:: What you will do ::
Identify all lines of the data containing the string "covering" and copy them.

Saved data entries
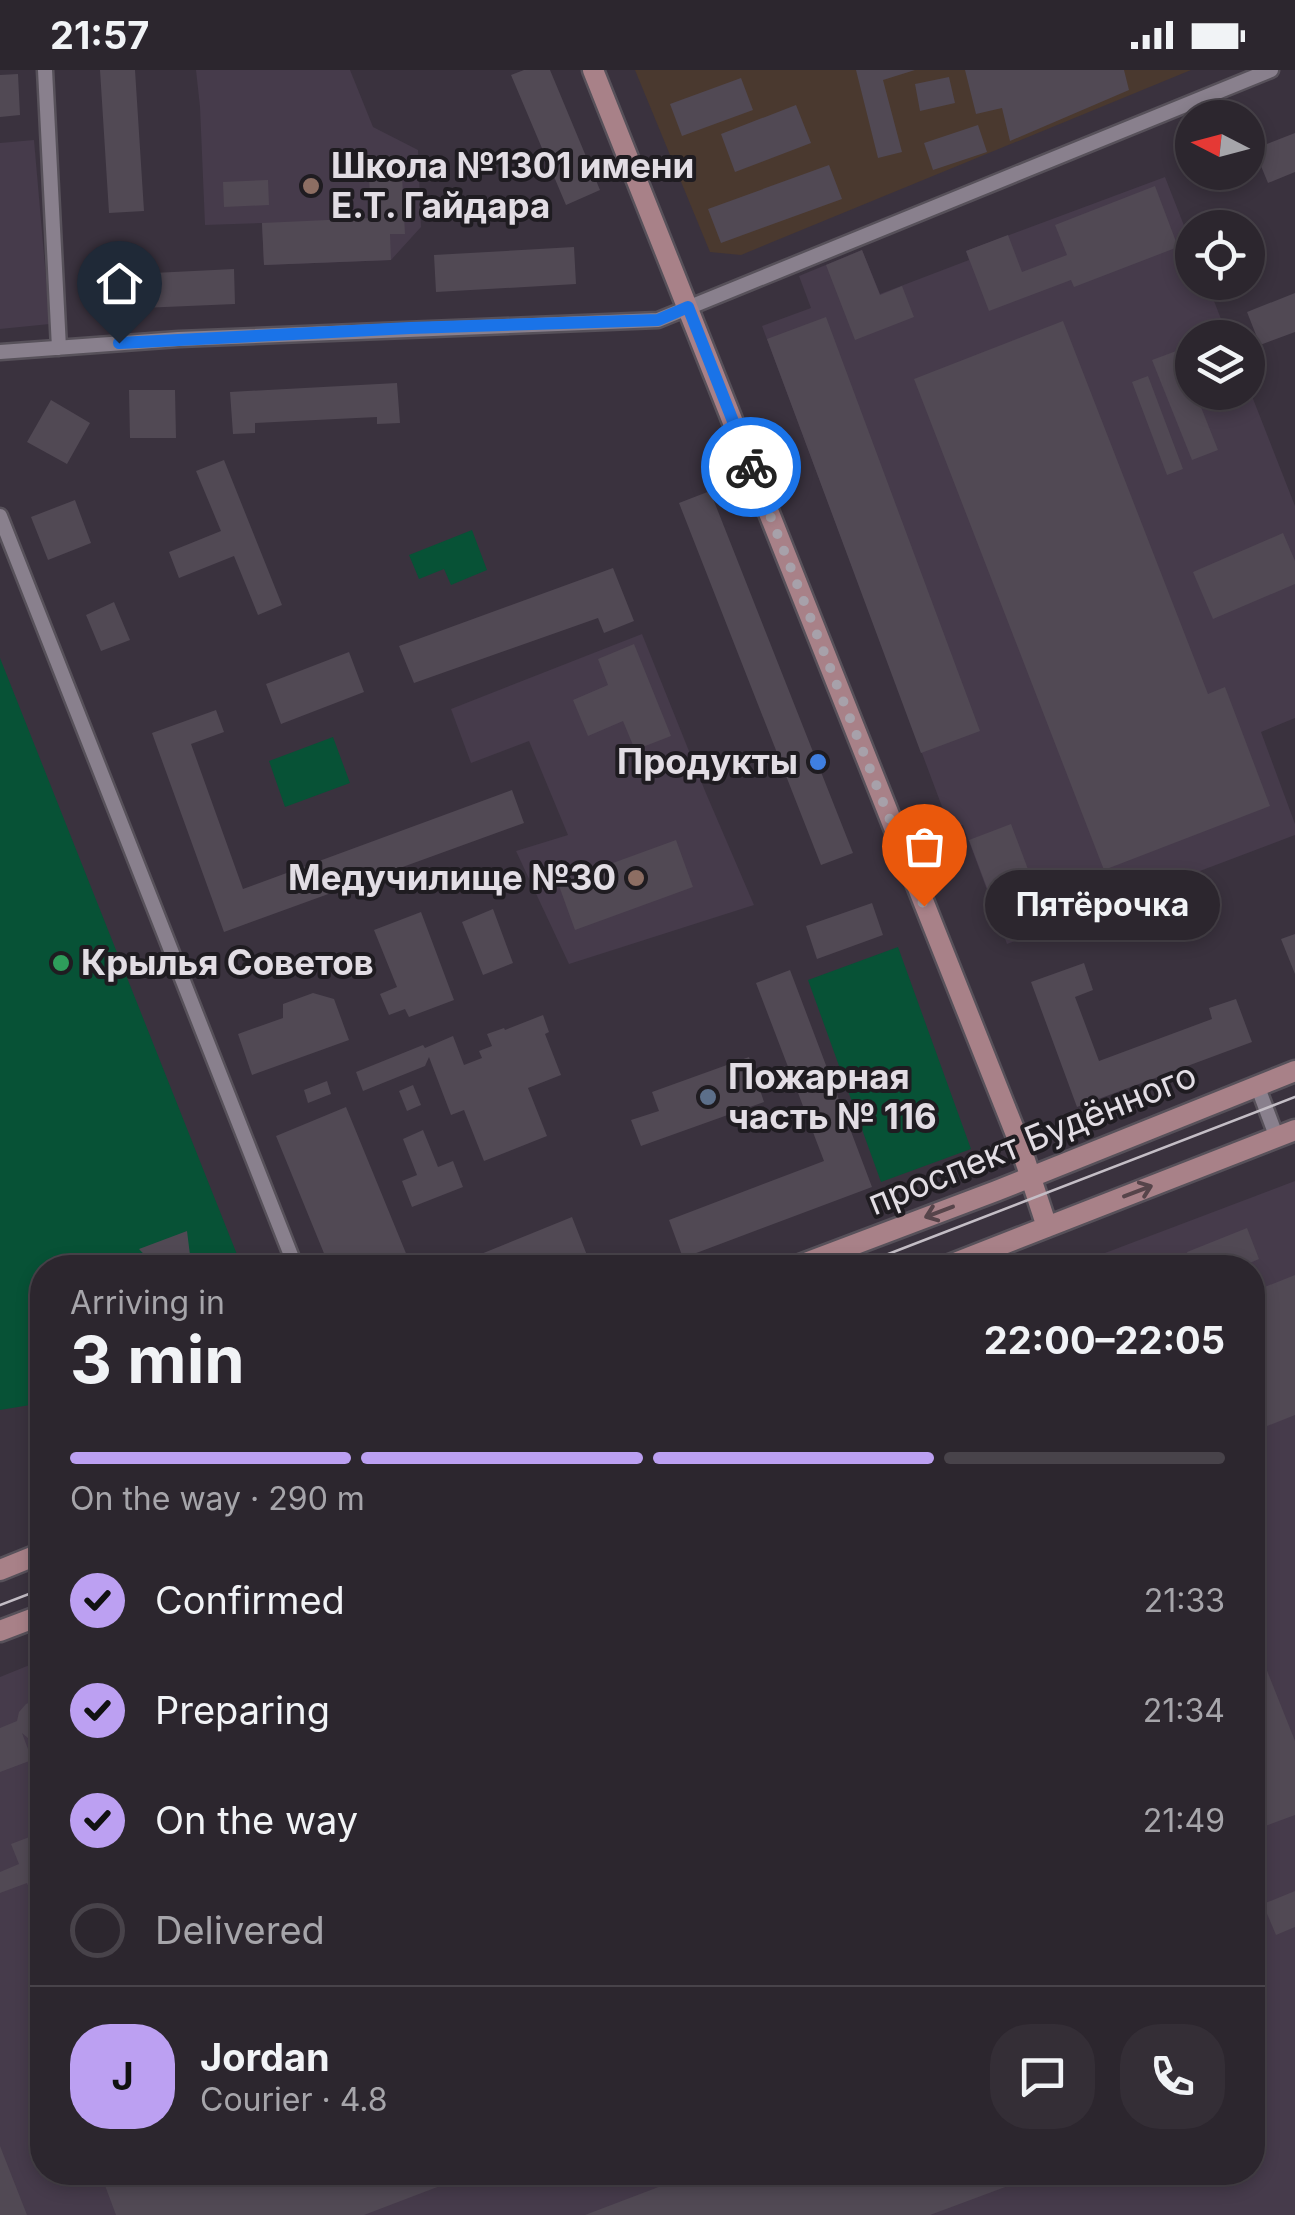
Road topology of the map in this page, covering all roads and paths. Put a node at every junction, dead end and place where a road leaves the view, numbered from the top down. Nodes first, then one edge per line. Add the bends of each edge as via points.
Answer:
1 (45, 70) edge
2 (593, 70) edge
3 (1271, 70) edge
4 (688, 307) junction
5 (59, 348) junction
6 (0, 352) edge
7 (0, 516) edge
8 (1295, 1070) edge
9 (1258, 1085) junction
10 (1286, 1134) edge
11 (1030, 1177) junction
12 (1048, 1227) junction
13 (291, 1255) edge
14 (826, 1255) edge
15 (976, 1255) edge
16 (30, 1558) edge
17 (0, 1570) edge
18 (30, 1620) edge
19 (0, 1631) edge

1 - 5 street
2 - 4 street
3 - 4 street
4 - 5 street via 658,320
4 - 11 street
5 - 6 street
7 - 13 street
8 - 9 street, проспект Будённого
9 - 10 street
9 - 11 street, проспект Будённого
12 -> 10 street
11 - 12 street
11 -> 14 street, проспект Будённого
12 - 15 street
16 - 17 street
18 - 19 street

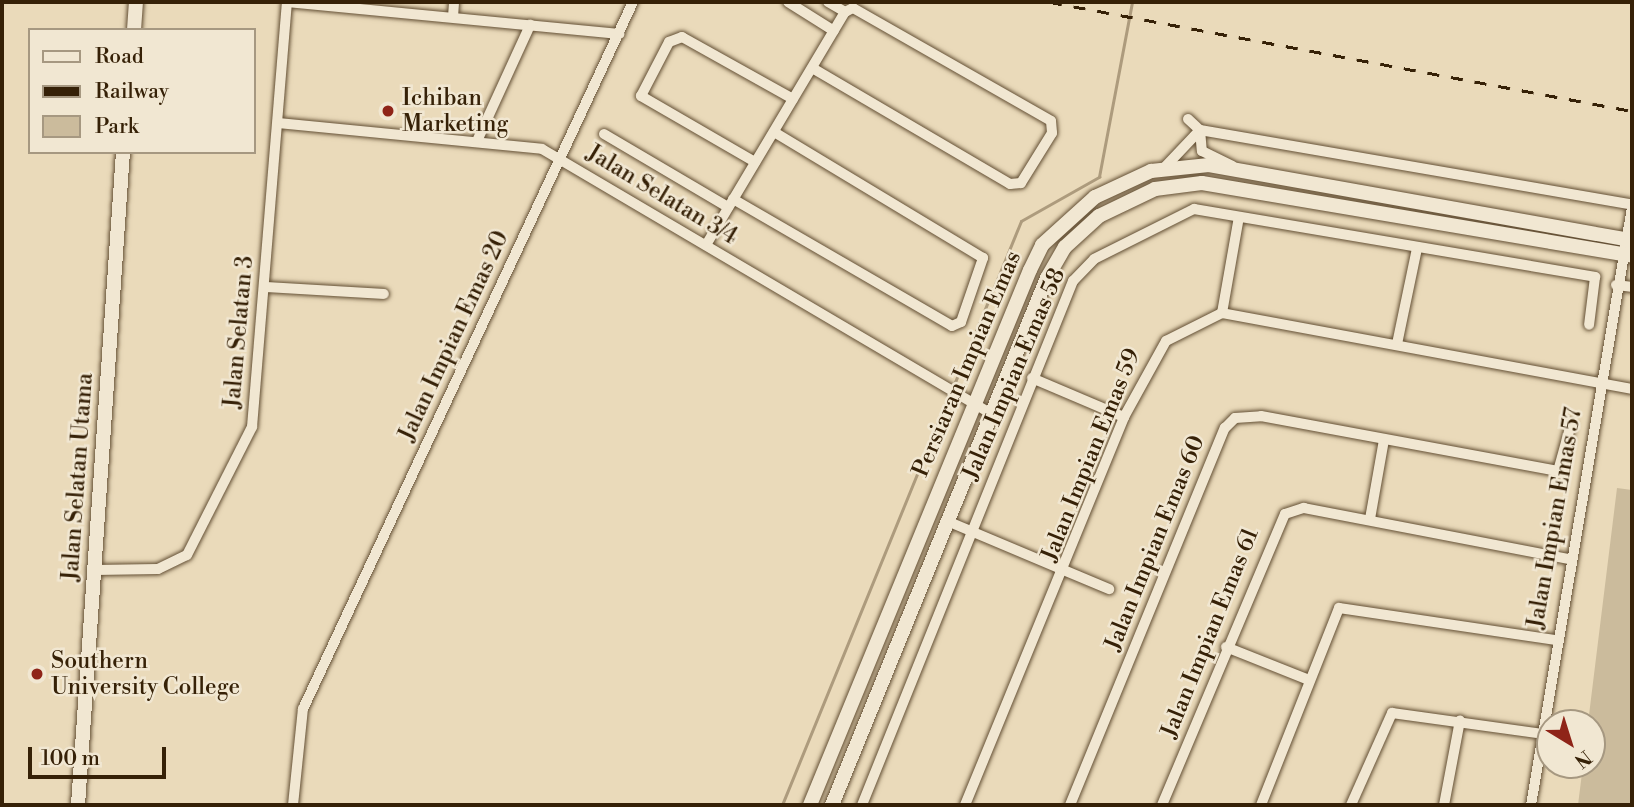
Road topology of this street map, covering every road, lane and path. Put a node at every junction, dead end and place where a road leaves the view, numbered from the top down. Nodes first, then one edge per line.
1 (136, 2) edge
2 (287, 2) edge
3 (454, 2) edge
4 (633, 2) edge
5 (788, 2) edge
6 (828, 2) edge
7 (845, 12) junction
8 (453, 18) junction
9 (530, 25) junction
10 (134, 28) edge
11 (834, 31) junction
12 (618, 34) junction
13 (812, 68) junction
14 (793, 99) junction
15 (1188, 119) dead end
16 (278, 123) junction
17 (1200, 130) junction
18 (774, 132) junction
19 (604, 134) dead end
20 (477, 141) junction
21 (123, 154) edge
22 (559, 158) junction
23 (755, 162) junction
24 (1162, 168) junction
25 (1244, 171) junction
26 (731, 203) junction
27 (1632, 206) edge
28 (1239, 217) junction
29 (1629, 239) edge
30 (706, 245) junction
31 (1417, 248) junction
32 (1628, 255) edge
33 (1616, 285) junction
34 (267, 287) junction
35 (1632, 287) edge
36 (384, 294) dead end
37 (1222, 313) junction
38 (1589, 325) dead end
39 (1397, 344) junction
40 (1032, 378) junction
41 (1599, 383) junction
42 (1632, 389) edge
43 (972, 405) junction
44 (990, 414) junction
45 (1125, 417) junction
46 (1571, 424) dead end
47 (1384, 440) junction
48 (1370, 519) junction
49 (947, 521) junction
50 (969, 530) junction
51 (1568, 559) junction
52 (95, 570) junction
53 (1066, 570) junction
54 (1109, 589) dead end
55 (1555, 640) junction
56 (1226, 647) junction
57 (1309, 680) junction
58 (1546, 709) edge
59 (1460, 720) junction
60 (1536, 733) edge
61 (1536, 775) edge
62 (78, 805) edge
63 (293, 805) edge
64 (810, 805) edge
65 (832, 805) edge
66 (862, 805) edge
67 (965, 805) edge
68 (1070, 805) edge
69 (1162, 805) edge
70 (1261, 805) edge
71 (1351, 805) edge
72 (1444, 805) edge
73 (1531, 805) edge

1 - 10 main road
2 - 8 street
2 - 16 street, Jalan Selatan 3
3 - 8 street
4 - 12 street, Jalan Impian Emas 20
5 - 11 street
6 - 7 street
7 - 11 street
7 - 13 street
8 - 9 street
9 - 12 street
9 - 20 street
11 - 13 street
12 - 22 street, Jalan Impian Emas 20
13 - 14 street
14 - 18 street
14 - 23 street
15 - 17 street
16 - 20 street, Jalan Selatan 3/4
16 - 34 street, Jalan Selatan 3
17 - 24 street
17 - 25 street
17 - 27 street
18 - 23 street
18 - 26 street
19 - 26 street
20 - 22 street, Jalan Selatan 3/4
21 - 52 main road, Jalan Selatan Utama
22 - 30 street, Jalan Selatan 3/4
22 - 63 street, Jalan Impian Emas 20
23 - 26 street
24 - 25 main road, Persiaran Impian Emas
24 - 43 main road, Persiaran Impian Emas
25 - 29 main road, Persiaran Impian Emas
26 - 30 street
27 - 29 street, Jalan Impian Emas 57
28 - 31 street, Jalan Impian Emas 58
28 - 37 street
28 - 40 street, Jalan Impian Emas 58
29 - 32 street, Jalan Impian Emas 57
30 - 43 street, Jalan Selatan 3/4
31 - 38 street, Jalan Impian Emas 58
31 - 39 street
32 - 33 street, Jalan Impian Emas 57
32 - 44 main road, Persiaran Impian Emas
33 - 35 street
33 - 41 street, Jalan Impian Emas 57
34 - 36 street
34 - 52 street, Jalan Selatan 3
37 - 39 street
37 - 45 street, Jalan Impian Emas 59
39 - 41 street
40 - 45 street
40 - 50 street, Jalan Impian Emas 58
41 - 42 street
41 - 51 street, Jalan Impian Emas 57
43 - 44 street, Jalan Selatan 3/4
43 - 64 main road, Persiaran Impian Emas
44 - 49 main road, Persiaran Impian Emas
45 - 53 street, Jalan Impian Emas 59
46 - 47 street, Jalan Impian Emas 60
47 - 48 street
47 - 68 street, Jalan Impian Emas 60
48 - 51 street, Jalan Impian Emas 61
48 - 56 street, Jalan Impian Emas 61
49 - 50 street
49 - 65 main road, Persiaran Impian Emas
50 - 53 street
50 - 66 street, Jalan Impian Emas 58
51 - 55 street, Jalan Impian Emas 57
52 - 62 main road, Jalan Selatan Utama
53 - 54 street
53 - 67 street, Jalan Impian Emas 59
55 - 57 street
55 - 58 street, Jalan Impian Emas 57
56 - 57 street
56 - 69 street, Jalan Impian Emas 61
57 - 70 street
59 - 60 street
59 - 71 street
59 - 72 street
61 - 73 street, Jalan Impian Emas 57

:: The answer ::
Road topology of the map in this page, covering all roads and paths. Put a node at every junction, dead end and place where a road leaves the view, numbered from the top down. Nodes first, then one edge per line. Add the bends of each edge as via points.
Road topology of this street map, covering every road, lane and path. Put a node at every junction, dead end and place where a road leaves the view, numbered from the top down. Nodes first, then one edge per line.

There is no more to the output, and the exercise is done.